Level 50 (418,508 Credits)
Answers (17)
  • I dont see it as invalid. How can you define something you dont fully understand? Even science has to eventually rely on "theory" at times, and just say "this is as good as we've got to this point"... Philosophy has been doing that as well... this exact subject has been debated, discusssed, argued, etc for thousands of years to no conclusion
    Nimue930

    Answer by Nimue930 at 7:48 PM on Oct. 4, 2012

  • How can you define something you dont fully understand?

    I think that's the point - if you don't understand it, you're in no position to define it. If you can't prove something is all knowing, you shouldn't make the statement that it's all knowing, in the same way that if you can't prove a dog dreams about ice cream, you shouldn't insist a dog dreams about ice cream.
    NotPanicking

    Comment by NotPanicking (original poster) at 8:52 PM on Oct. 4, 2012

  • If you cant prove something is all knowing, you shouldn't make the statement that it is all knowing

    It is true that I cannot prove it. It is true that when I make that statement, it is a statement of belief I have chosen to accept. I cannot prove God is all knowing, likewise no one can prove He is not. But our attempts to define things, all things, we do not fully understand is how we gain knowledge, right? I may never be able to fully comprehend the all knowing state of God... doesnt mean I cant try to wrap my mind around it as much as possible. I may also never be able to fully comprehend the full spectrum of charting your DNA to determine possible future drug addiction, but it's there, and I work with it every day.....
    Nimue930

    Answer by Nimue930 at 11:34 PM on Oct. 4, 2012

  • It is true that I cannot prove it. It is true that when I make that statement, it is a statement of belief I have chosen to accept.

    But belief is not the same as defining something. If you read Descartes or Aquinas, everything they say can be disputed, but it's based in reason and logical outcomes of whether or not things are true. Belief cannot be tested, therefore it cannot be offered as an argument.
    NotPanicking

    Comment by NotPanicking (original poster) at 2:20 AM on Oct. 5, 2012

  • One has to prove his existence before claiming he can't be proven to be all knowing.
    sahmamax2

    Answer by sahmamax2 at 7:15 AM on Oct. 5, 2012

  • One has to prove his existence before claiming he can't be proven to be all knowing.

    If "all knowing" is a condition of his existence, proving or disproving the possibility of it is one part of proving or not proving his existence. If the claim is there is a being which is purple, weighs 8000 lbs, and can fly, proving that any of those 3 conditions cannot exist, or that any of those 3 conditions cannot exist in tandem with one of the other two, is the same as proving the being does not exist.
    NotPanicking

    Comment by NotPanicking (original poster) at 3:55 PM on Oct. 5, 2012

  • Ah... this is why I believe what I currently do. Because I cannot grasp the concept that a god is all-knowing without having experienced everything.
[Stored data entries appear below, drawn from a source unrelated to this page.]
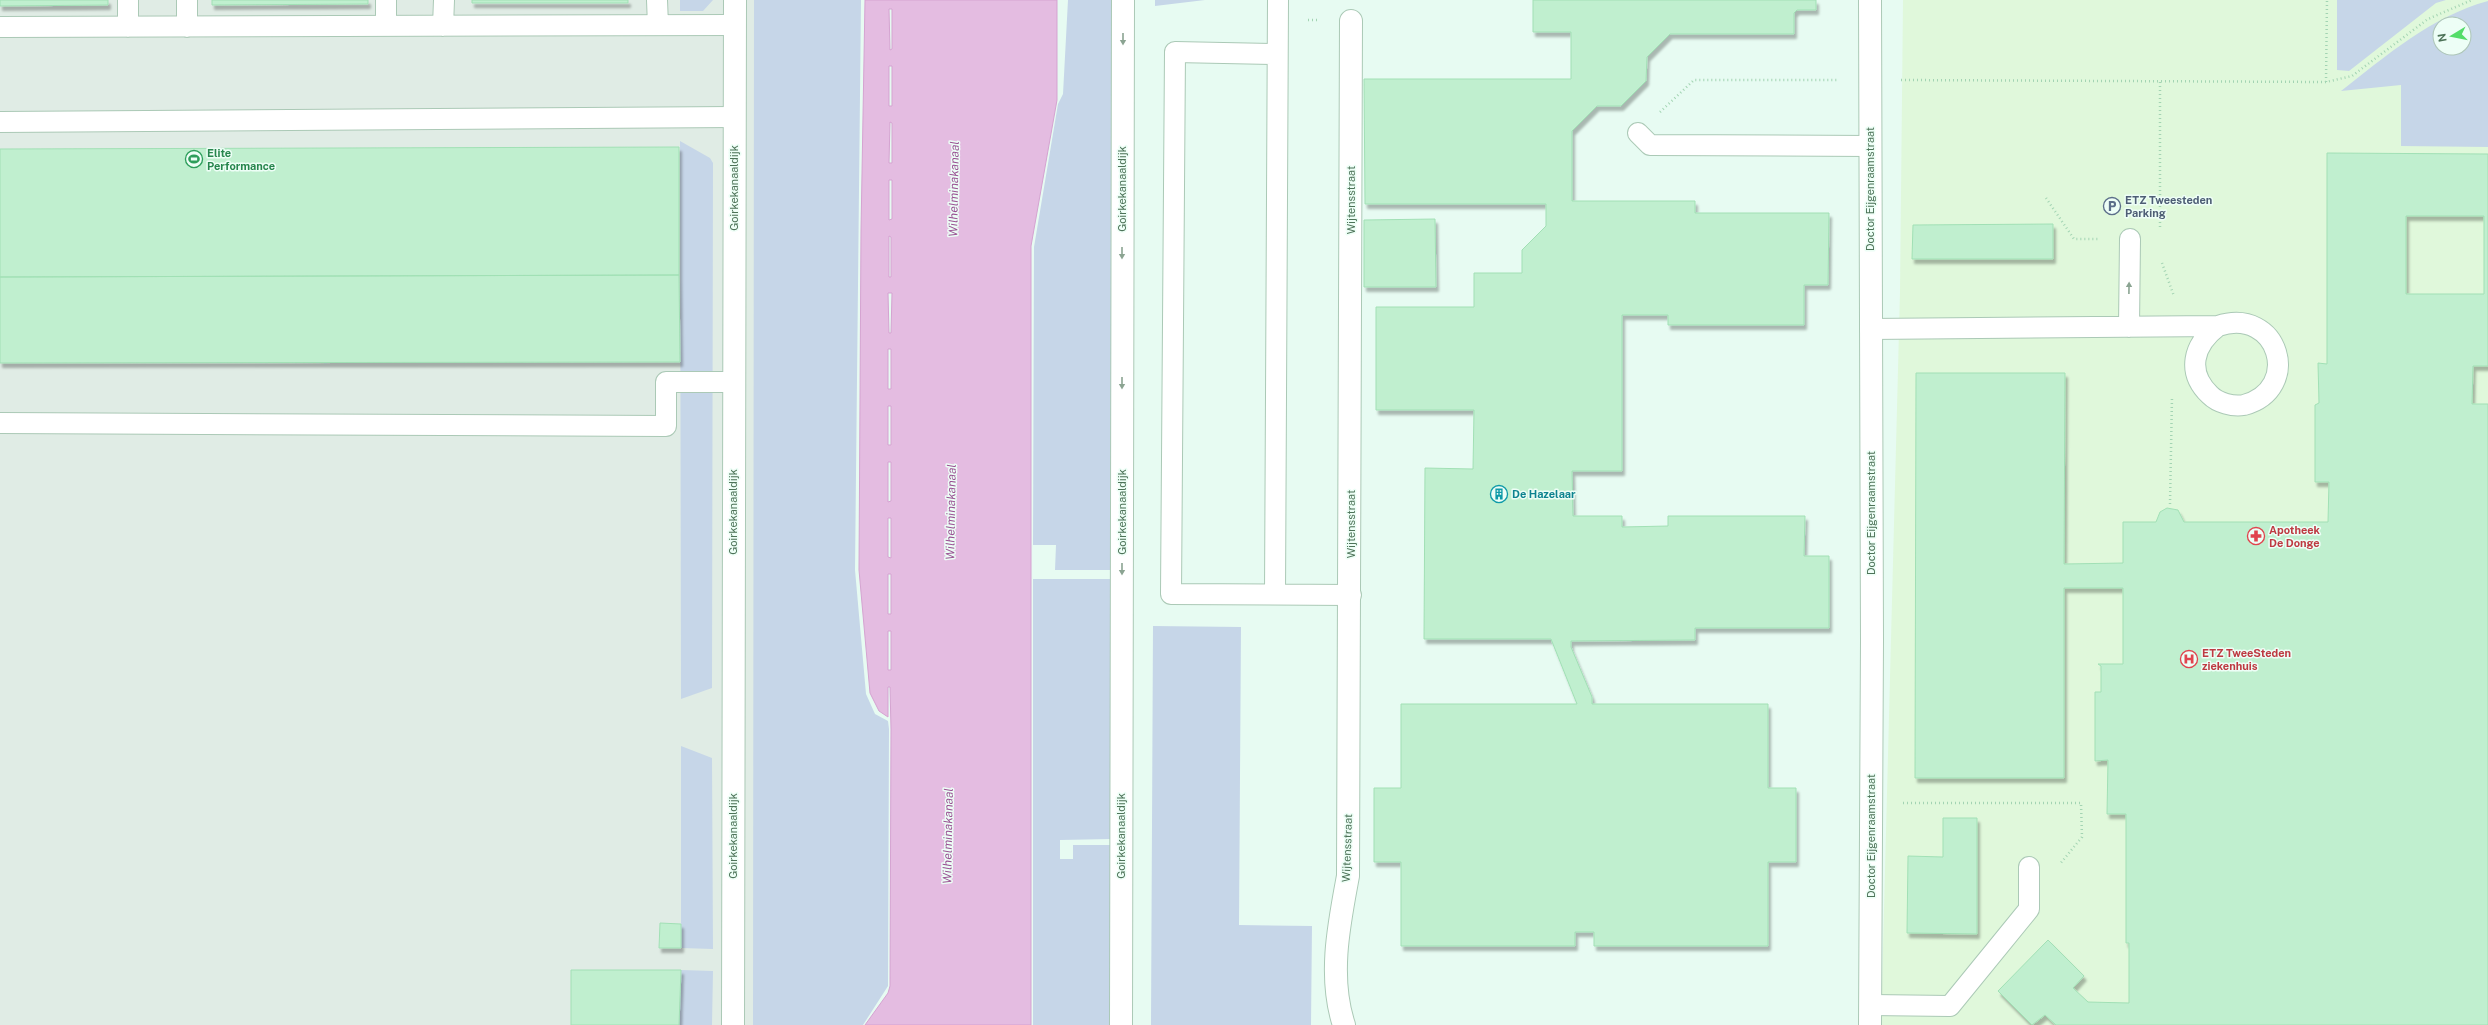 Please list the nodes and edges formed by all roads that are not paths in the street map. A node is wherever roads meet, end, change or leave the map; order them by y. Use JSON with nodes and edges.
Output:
{"nodes":[{"id":1,"x":128,"y":0,"type":"edge"},
{"id":2,"x":187,"y":0,"type":"edge"},
{"id":3,"x":386,"y":0,"type":"edge"},
{"id":4,"x":444,"y":0,"type":"edge"},
{"id":5,"x":657,"y":0,"type":"edge"},
{"id":6,"x":735,"y":0,"type":"edge"},
{"id":7,"x":1123,"y":0,"type":"edge"},
{"id":8,"x":1278,"y":0,"type":"edge"},
{"id":9,"x":1870,"y":0,"type":"edge"},
{"id":10,"x":1351,"y":20,"type":"road end"},
{"id":11,"x":658,"y":25,"type":"junction"},
{"id":12,"x":735,"y":25,"type":"junction"},
{"id":13,"x":386,"y":26,"type":"junction"},
{"id":14,"x":443,"y":26,"type":"junction"},
{"id":15,"x":0,"y":27,"type":"edge"},
{"id":16,"x":128,"y":27,"type":"junction"},
{"id":17,"x":187,"y":27,"type":"junction"},
{"id":18,"x":1278,"y":54,"type":"junction"},
{"id":19,"x":734,"y":117,"type":"junction"},
{"id":20,"x":0,"y":122,"type":"edge"},
{"id":21,"x":1638,"y":133,"type":"road end"},
{"id":22,"x":1871,"y":146,"type":"junction"},
{"id":23,"x":2130,"y":239,"type":"road end"},
{"id":24,"x":2218,"y":326,"type":"junction"},
{"id":25,"x":2129,"y":327,"type":"junction"},
{"id":26,"x":1870,"y":329,"type":"junction"},
{"id":27,"x":734,"y":382,"type":"junction"},
{"id":28,"x":0,"y":423,"type":"edge"},
{"id":29,"x":1275,"y":594,"type":"junction"},
{"id":30,"x":1351,"y":595,"type":"junction"},
{"id":31,"x":2029,"y":867,"type":"road end"},
{"id":32,"x":1870,"y":1015,"type":"edge"},
{"id":33,"x":733,"y":1025,"type":"edge"},
{"id":34,"x":1121,"y":1025,"type":"edge"},
{"id":35,"x":1344,"y":1025,"type":"edge"}],
"edges":[{"from":1,"to":16,"type":"lane"},
{"from":2,"to":17,"type":"lane"},
{"from":3,"to":13,"type":"lane"},
{"from":4,"to":14,"type":"lane"},
{"from":5,"to":11,"type":"lane"},
{"from":6,"to":12,"type":"street","name":"Goirkekanaaldijk"},
{"from":7,"to":34,"type":"street","name":"Goirkekanaaldijk","one_way":true},
{"from":8,"to":18,"type":"lane"},
{"from":9,"to":22,"type":"street","name":"Doctor Eijgenraamstraat"},
{"from":10,"to":30,"type":"street","name":"Wijtensstraat"},
{"from":11,"to":12,"type":"lane"},
{"from":11,"to":14,"type":"lane"},
{"from":12,"to":19,"type":"street","name":"Goirkekanaaldijk"},
{"from":13,"to":14,"type":"lane"},
{"from":13,"to":17,"type":"lane"},
{"from":15,"to":16,"type":"lane"},
{"from":16,"to":17,"type":"lane"},
{"from":18,"to":29,"type":"lane"},
{"from":18,"to":29,"type":"lane"},
{"from":19,"to":20,"type":"lane"},
{"from":19,"to":27,"type":"street","name":"Goirkekanaaldijk"},
{"from":21,"to":22,"type":"lane"},
{"from":22,"to":26,"type":"street","name":"Doctor Eijgenraamstraat"},
{"from":25,"to":23,"type":"lane","one_way":true},
{"from":24,"to":24,"type":"lane"},
{"from":24,"to":25,"type":"lane"},
{"from":25,"to":26,"type":"lane"},
{"from":26,"to":32,"type":"street","name":"Doctor Eijgenraamstraat"},
{"from":27,"to":28,"type":"lane"},
{"from":27,"to":33,"type":"street","name":"Goirkekanaaldijk"},
{"from":29,"to":30,"type":"lane"},
{"from":30,"to":35,"type":"street","name":"Wijtensstraat"},
{"from":31,"to":32,"type":"lane"}]}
    My current beliefs state that the Creator created and became the Universe in order to experience every single thing. It was not enough for It to simply *know* everything, It had to become everything in the Universe in order to gain the experience in addition to the knowledge. Of course I cannot prove any of the things I just claimed, but then again I am not claiming that the Creator is currenly all-knowing, just that it was a being far greater than we are.